If animosity lingers between Harreld and faculty members, it’s not something the university's Faculty Senate is discussing publicly. Joseph Yockey, president of the Faculty Senate, and Teresa Marshall, its vice president, said they appreciate his service to the university.
“We suspect faculty are surprised by the timing of the announcement, but we appreciate that President Harreld is not retiring immediately so that the University and Board of Regents [have] ample opportunity to search for his replacement,” they said in an email. “We appreciate this careful consideration of succession planning, especially during our current COVID-19 pandemic.”
Harreld's initial rocky reception at the university drew attention across the country.
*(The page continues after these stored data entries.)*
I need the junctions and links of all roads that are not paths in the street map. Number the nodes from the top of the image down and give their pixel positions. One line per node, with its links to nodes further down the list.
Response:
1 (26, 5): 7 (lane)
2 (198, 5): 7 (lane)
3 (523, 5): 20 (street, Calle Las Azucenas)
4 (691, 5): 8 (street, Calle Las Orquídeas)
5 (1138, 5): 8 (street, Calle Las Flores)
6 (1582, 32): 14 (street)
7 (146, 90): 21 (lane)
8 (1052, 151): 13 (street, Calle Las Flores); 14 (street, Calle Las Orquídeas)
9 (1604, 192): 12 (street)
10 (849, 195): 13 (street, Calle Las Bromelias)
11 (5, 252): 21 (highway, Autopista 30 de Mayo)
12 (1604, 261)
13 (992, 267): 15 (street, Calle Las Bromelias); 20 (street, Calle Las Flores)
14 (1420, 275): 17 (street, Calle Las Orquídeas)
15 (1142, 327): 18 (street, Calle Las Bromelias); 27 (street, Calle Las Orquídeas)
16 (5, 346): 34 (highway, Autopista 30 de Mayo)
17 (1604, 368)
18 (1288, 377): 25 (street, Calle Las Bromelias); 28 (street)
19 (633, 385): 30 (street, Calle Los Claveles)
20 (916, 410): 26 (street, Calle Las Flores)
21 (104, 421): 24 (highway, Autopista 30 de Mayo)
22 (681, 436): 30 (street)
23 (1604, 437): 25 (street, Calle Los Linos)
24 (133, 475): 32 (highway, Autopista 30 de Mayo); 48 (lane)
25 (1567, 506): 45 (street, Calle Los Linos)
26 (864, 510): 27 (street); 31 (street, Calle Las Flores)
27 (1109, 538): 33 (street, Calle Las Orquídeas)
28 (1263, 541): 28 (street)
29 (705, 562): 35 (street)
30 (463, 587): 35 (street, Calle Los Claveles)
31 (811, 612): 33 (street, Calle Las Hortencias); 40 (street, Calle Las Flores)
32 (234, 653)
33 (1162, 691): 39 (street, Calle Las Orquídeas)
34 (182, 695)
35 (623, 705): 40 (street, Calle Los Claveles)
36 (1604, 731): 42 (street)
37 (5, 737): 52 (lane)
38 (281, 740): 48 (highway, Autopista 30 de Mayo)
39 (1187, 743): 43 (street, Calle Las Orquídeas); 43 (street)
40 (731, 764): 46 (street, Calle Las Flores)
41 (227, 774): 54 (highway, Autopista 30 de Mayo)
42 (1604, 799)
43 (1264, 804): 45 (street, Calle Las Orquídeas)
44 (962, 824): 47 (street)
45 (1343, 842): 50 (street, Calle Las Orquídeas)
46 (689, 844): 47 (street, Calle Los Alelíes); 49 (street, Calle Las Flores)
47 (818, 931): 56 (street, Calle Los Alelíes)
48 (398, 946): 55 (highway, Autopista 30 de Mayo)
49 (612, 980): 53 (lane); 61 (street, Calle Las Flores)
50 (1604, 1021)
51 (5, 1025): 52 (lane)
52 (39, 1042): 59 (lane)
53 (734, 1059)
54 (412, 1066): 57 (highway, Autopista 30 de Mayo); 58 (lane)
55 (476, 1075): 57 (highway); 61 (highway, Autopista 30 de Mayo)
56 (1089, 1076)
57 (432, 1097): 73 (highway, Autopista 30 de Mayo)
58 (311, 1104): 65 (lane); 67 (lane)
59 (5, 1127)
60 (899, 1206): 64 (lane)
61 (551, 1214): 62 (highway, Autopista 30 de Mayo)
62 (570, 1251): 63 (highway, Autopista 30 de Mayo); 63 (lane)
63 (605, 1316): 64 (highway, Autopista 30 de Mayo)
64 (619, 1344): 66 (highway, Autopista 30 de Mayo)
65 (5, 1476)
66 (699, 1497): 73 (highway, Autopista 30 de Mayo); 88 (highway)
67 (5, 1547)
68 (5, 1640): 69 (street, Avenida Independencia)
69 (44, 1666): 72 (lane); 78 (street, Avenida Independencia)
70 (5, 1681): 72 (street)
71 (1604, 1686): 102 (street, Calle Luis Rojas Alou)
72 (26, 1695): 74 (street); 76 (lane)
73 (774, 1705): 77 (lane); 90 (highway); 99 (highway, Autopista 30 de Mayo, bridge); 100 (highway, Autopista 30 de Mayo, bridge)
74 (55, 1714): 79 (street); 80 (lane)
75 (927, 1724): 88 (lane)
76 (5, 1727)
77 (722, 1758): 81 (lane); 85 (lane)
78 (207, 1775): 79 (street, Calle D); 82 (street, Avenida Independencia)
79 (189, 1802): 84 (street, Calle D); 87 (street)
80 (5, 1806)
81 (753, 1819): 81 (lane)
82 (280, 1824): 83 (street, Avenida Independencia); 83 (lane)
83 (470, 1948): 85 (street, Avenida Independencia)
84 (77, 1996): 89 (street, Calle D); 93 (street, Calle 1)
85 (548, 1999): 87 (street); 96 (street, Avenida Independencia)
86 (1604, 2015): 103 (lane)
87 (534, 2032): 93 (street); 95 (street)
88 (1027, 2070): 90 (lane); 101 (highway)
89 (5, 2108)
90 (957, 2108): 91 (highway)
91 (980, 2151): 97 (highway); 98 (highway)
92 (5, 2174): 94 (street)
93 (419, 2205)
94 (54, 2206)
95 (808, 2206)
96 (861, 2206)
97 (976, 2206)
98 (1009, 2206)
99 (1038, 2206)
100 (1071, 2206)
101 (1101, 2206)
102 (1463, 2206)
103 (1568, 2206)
“His has been a particularly stressful presidency,” said James Finkelstein, professor emeritus of public policy at George Mason University, who studies college presidents' compensation. “It started out very badly. And based on reporting I’ve read, even though he was there a fair amount of time, it doesn’t sound like he became the darling of the faculty.”
Harreld declined to comment for this article.
Frustrations with Harreld’s leadership swelled during the pandemic. Recently, some students, faculty and staff members staged a sick-out to protest the university’s reopening plan and insist that in-person instruction be canceled during the pandemic. The university reopened with a hybrid in-person-online instruction model in mid-August. In early September, Iowa City, where the university is located, emerged as a coronavirus hot spot.
As of Sept. 28, nearly 2,000 students and 45 employees have self-reported that they tested positive for COVID-19. The university is only tracking self-reported cases.
Questions are swirling about Harreld’s compensation plan and potential exit package. When Harreld extended his contract last year, the board tacked on an additional $1.33 million in deferred compensation, bringing the total deferred compensation to $2.33 million, reported The Gazette of Cedar Rapids.
Harreld will receive the deferred compensation only if he is continuously employed through June 30, 2023, Lehman, the board's spokesperson, said in an email.
It’s possible that Harreld could stay on at the university as a business professor -- the option was provided in his original appointment letter. It’s unusual for deferred compensation to be tied to general employment rather than the presidential position, but it’s possible, said Finkelstein.
“With your appointment of President and subject to the recommendation of the faculty you will be granted tenure as a Professor in the College of Business,” Harreld’s appointment letter reads. “Upon your retirement or resignation from the position of President, you may continue your appointment as a tenured professor in the College of Business. You will receive a salary commensurate with the highest paid tenured professor in the College of Business, along with the usual fringe benefits accorded to all faculty at the University of Iowa.”
Harreld said publicly in 2015 that he would not demand a tenured position as a condition of his employment. It’s unclear if he will seek a professor position now or continue his employment at the university in some other way.